With his ethics trial looming, Congressman Charles Rangel took on his Democratic challengers Thursday night in a televised debate. NY1's Bobby Cuza filed the following report.
Congressman Charles Rangel may be facing a lot of trouble in Washington, but you wouldn’t have known it from watching Thursday’s debate where his Democratic challengers focused instead on the issues -- from immigration to off-shore drilling to the Bush-era tax cuts, sometimes seeming to jockey for the most liberal position.
"The president is wrong on Afghanistan. And I want to say this: I will not vote for a single dime for more offensive action in Afghanistan. It is an immoral war," said Congressional Candidate Jonathan Tasini.
Indeed, no candidate made direct mention of Rangel’s ethics troubles. Some even went out of their way to praise him.
"We need somebody who’s going to carry on at this point in your career, this hard work that you’ve done," said Congressional Candidate Vincent Morgan.

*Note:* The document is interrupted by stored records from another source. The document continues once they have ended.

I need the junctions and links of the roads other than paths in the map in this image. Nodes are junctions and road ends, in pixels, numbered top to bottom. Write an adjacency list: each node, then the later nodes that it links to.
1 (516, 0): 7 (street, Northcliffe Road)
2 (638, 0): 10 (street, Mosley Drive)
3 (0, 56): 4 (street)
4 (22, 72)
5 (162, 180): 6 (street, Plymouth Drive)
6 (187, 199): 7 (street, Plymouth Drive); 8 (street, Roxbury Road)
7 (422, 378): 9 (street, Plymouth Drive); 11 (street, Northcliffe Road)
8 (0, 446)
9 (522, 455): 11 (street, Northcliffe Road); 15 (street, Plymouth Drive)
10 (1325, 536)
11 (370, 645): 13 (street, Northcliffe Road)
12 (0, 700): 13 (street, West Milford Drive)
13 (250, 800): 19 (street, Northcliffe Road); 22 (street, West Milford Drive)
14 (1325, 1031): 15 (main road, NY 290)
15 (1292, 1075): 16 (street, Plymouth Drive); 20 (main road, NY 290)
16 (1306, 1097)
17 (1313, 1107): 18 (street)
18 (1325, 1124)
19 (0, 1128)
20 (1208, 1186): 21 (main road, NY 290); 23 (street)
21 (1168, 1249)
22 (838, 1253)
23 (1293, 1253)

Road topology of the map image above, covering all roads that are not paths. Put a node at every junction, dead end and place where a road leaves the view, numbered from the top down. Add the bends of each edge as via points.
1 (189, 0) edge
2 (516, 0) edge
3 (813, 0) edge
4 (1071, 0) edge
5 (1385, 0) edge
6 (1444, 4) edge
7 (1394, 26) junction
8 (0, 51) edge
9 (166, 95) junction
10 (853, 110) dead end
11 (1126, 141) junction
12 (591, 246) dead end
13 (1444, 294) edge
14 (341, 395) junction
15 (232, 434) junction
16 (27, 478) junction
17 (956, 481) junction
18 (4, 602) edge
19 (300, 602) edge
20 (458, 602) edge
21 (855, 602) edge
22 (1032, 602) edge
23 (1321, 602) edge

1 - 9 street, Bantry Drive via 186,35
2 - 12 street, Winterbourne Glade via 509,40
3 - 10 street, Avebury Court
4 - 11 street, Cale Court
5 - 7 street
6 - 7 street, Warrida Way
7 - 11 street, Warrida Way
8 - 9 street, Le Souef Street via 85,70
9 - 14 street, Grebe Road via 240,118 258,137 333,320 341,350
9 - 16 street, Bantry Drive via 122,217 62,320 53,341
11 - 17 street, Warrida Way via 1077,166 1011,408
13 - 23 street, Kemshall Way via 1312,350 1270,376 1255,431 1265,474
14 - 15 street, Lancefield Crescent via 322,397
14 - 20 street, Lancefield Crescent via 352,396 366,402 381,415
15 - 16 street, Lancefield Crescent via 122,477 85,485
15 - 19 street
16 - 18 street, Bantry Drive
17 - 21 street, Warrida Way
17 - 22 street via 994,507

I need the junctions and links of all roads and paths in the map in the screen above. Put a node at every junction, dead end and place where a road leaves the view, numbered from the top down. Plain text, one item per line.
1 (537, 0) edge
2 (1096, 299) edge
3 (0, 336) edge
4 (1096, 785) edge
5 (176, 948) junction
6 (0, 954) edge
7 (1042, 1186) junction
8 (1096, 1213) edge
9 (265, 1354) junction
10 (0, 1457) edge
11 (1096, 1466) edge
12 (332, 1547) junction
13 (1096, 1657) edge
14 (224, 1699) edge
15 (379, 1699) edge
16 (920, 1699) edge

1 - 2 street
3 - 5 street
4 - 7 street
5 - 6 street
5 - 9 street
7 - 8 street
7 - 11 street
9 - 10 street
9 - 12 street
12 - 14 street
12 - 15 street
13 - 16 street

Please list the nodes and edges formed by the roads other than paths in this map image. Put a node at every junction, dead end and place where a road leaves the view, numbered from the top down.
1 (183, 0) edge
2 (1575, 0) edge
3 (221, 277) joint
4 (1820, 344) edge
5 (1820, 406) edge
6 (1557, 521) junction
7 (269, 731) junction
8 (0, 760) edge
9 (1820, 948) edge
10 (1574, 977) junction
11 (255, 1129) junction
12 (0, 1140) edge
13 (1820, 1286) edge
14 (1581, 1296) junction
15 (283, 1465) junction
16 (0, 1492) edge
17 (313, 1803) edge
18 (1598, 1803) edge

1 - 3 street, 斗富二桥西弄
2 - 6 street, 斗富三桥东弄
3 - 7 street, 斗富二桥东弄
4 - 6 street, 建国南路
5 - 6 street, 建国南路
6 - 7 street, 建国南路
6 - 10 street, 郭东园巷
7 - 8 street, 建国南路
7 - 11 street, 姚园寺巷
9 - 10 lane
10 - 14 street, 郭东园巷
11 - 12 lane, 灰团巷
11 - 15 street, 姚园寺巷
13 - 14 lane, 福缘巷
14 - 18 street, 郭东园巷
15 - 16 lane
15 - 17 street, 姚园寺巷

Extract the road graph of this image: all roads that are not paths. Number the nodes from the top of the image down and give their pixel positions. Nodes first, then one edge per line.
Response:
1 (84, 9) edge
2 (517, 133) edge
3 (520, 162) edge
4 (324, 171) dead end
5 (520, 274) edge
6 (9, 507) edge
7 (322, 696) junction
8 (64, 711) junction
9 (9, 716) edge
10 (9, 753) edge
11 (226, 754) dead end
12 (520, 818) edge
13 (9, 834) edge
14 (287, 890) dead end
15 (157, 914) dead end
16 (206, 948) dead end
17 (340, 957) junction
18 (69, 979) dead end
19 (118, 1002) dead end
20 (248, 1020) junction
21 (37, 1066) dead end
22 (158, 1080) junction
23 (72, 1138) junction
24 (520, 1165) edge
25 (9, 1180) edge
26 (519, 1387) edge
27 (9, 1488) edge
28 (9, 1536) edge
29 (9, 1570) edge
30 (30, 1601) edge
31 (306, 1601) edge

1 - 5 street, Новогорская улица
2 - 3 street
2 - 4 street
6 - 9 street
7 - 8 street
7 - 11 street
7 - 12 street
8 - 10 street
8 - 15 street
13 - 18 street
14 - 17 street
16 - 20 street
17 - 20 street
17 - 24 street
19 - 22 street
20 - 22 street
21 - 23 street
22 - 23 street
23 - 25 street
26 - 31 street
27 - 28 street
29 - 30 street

Most confrontational was State Assemblyman Adam Clayton Powell IV, who is widely considered Rangel’s leading challenger thanks largely to name recognition. His father, Adam Clayton Powell Jr., was the legendary Harlem Congressman Rangel unseated in 1970.
"He would not be happy, might even be turning over in his grave, if he saw some of the political trickery and some of the machinations that have gone on, and have been going on over the last 40 years," Powell IV said.
Rangel shot back at one point, citing Powell’s poor attendance record in Albany.
"I just hope that you...somebody checks out attendance records and legislative records. And you might even want to check out criminal records," Rangel told reporters afterward.
Perhaps because Rangel remains a popular figure, candidates sought not to make the race about personality, instead focusing any criticism on his record.
“I don’t think that I’ve seen a piece of real legislation from the congressman and the big bacon coming to the district since the great empowerment, the empowerment zone money, and that was back in 1995,"said Congressional Candidate Joyce Johnson.
The six candidates will face off in the Democratic primary on September 14, with the winner then moving on and becoming the heavy favorite to win the general election in November.